Unfortunately, even those with the “judgiest” of eyes can’t discern a trisomy 21 from a 46XY. Visually, they look pretty much the same. Aneuploid (genetically abnormal embryos) clean up well; they can look just as handsome when it’s time for their big date. Cue modern day PGS (pre-genetic screening). PGS has allowed us to distinguish between those who have natural beauty and those who are caking on the makeup. By subjecting the embryo to genetic screening, we can take embryo selection and success rates to the next level. We know a lot more about their abilities to make a healthy baby and the reasons why IVF cycles work or don’t work.

For the type As among us (we’re both raising our hands, so you’re not alone!) we lived and died by our grades. We burned the midnight oil to get the coveted A in Chemistry and logged many sleepless nights for the Honors on our English paper. However, grades don’t mean everything. In the same regard, there are several modest-quality embryos that make the most beautiful, smartest, and kick-butt kids.

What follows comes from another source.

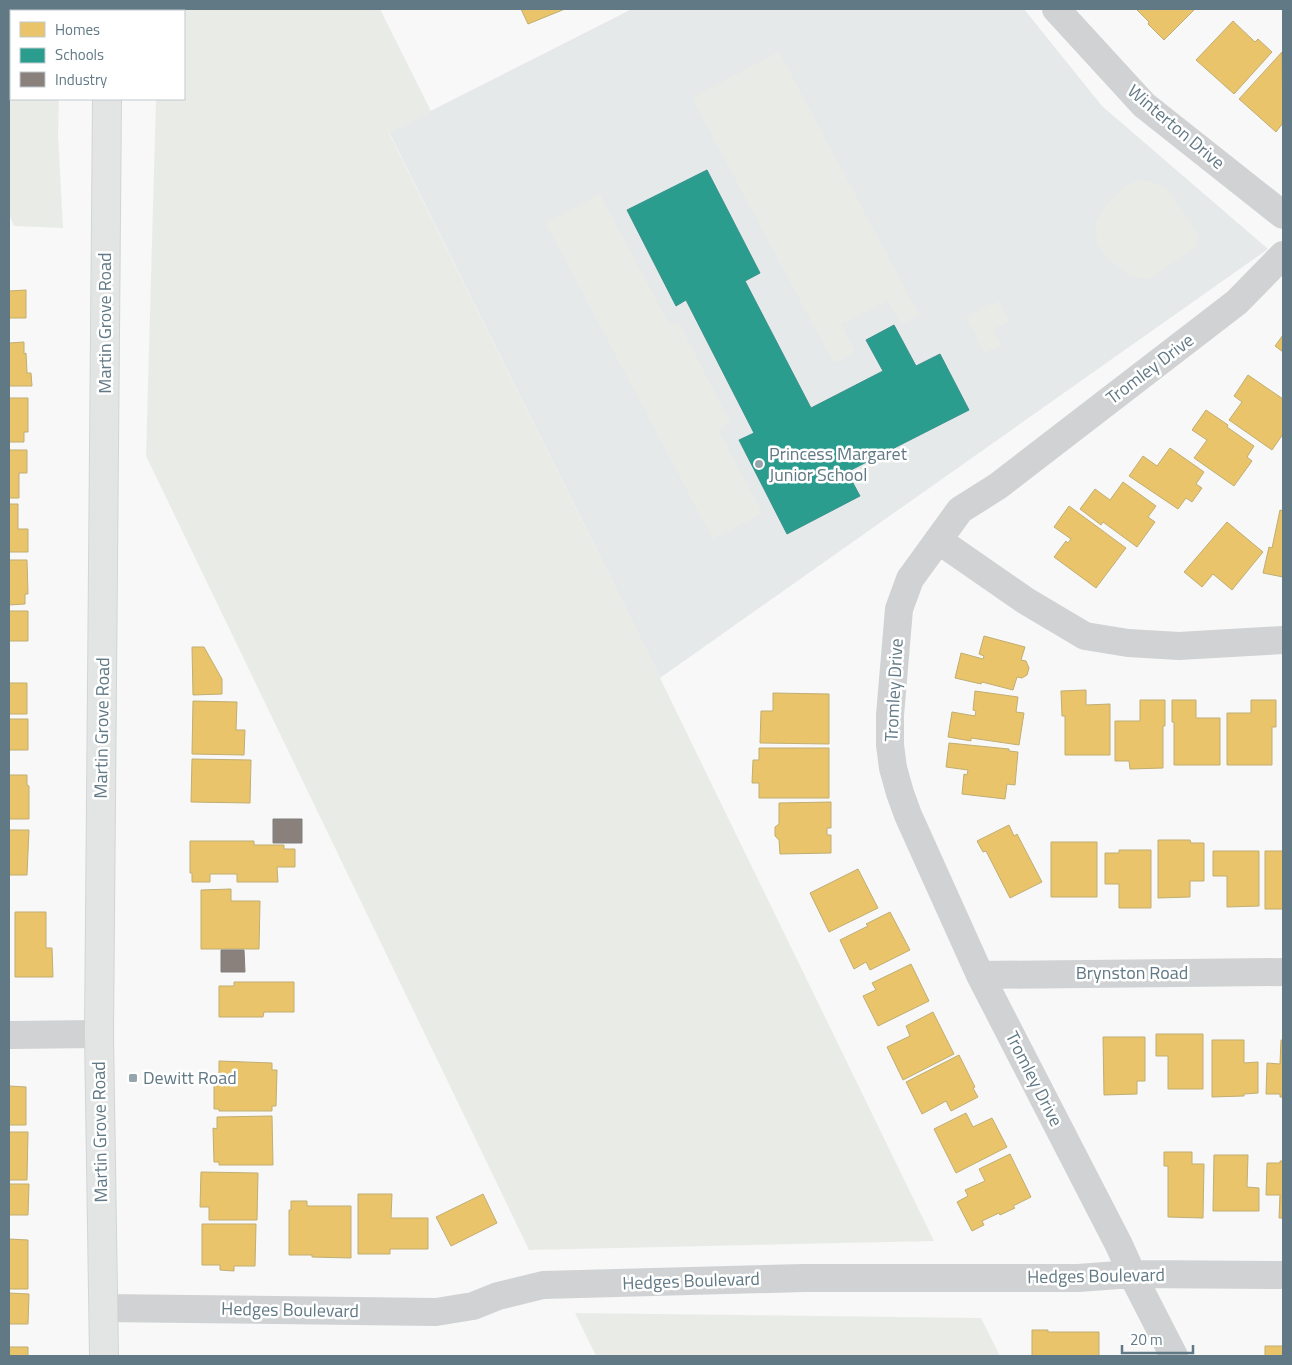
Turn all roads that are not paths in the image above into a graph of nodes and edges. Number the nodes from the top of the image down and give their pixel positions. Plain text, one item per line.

So, while we totally get your hangup with the grade, don’t obsess. It won’t change the outcome and will only increase your anxiety. You’ve studied as hard as you can; the rest is in our hands!

One Plus One Plus One Plus One = Five: How to Analyze a Semen Analysis

When you think about it, men sort of have it easy. As women, we have to get poked and prodded, stabbed and jabbed, and pushed and pulled (all before 8AM) to figure out if things are working on our end. It’s about as easy as jumping on one foot while patting your head, rubbing your belly, and reciting the ABCs (backwards!). Sometimes, it’s just not easy being a girl! But even with all that we endure, it’s not uncommon to hear complaints from our significant others of the opposite sex when they are asked to provide a sperm sample. What we most commonly hear is, “Why do I have to do this anyway? What is it really going to show?”

Here’s the quick lowdown on what we are looking at with the sperm sample.

  1. Volume: The first parameter that is evaluated is the volume of the ejaculate (a.k.a. how much is in the cup). Normal volume is greater than or equal to 1.5mL.
  2. Concentration: Simply stated, how many sperm are there? By counting sperm, we are able to calculate the concentration. Normal concentration is greater than or equal to 15 million.
  3. Motility: While you may have sperm, can they swim? Sperm that just chill out are not going to get the job done! By assessing motility, you can answer this question. Normal motility is greater than or equal to 40%.
  4. Morphology: The last piece of the semen analysis involves analyzing each piece of the sperm (the head, the tail, and the middle). The percentage of normal sperm is calculated. Normal morphology is greater than or equal to 4%.

After all of the basic calculations have been completed, we are ready to get fancy. We plug the above values into a formula and by multiplying the volume by the concentration by the motility, we come up with parameter #5 = Total Motile Count (TMC). The TMC is important when deciding on how best to get the sperm to meet the egg. Above and below certain levels may mandate IVF vs. IUI or ICSI vs. insemination (for IVF).

Additionally, a borderline or failing grade on any, some, or all of the parameters will usually cost your guy a trip to the urologist. Abnormal semen analyses can be more than just markers of reproductive health but of overall health as well. Therefore, an abnormal semen analysis should always be repeated (this is not a one and done-type of situation) and never be ignored.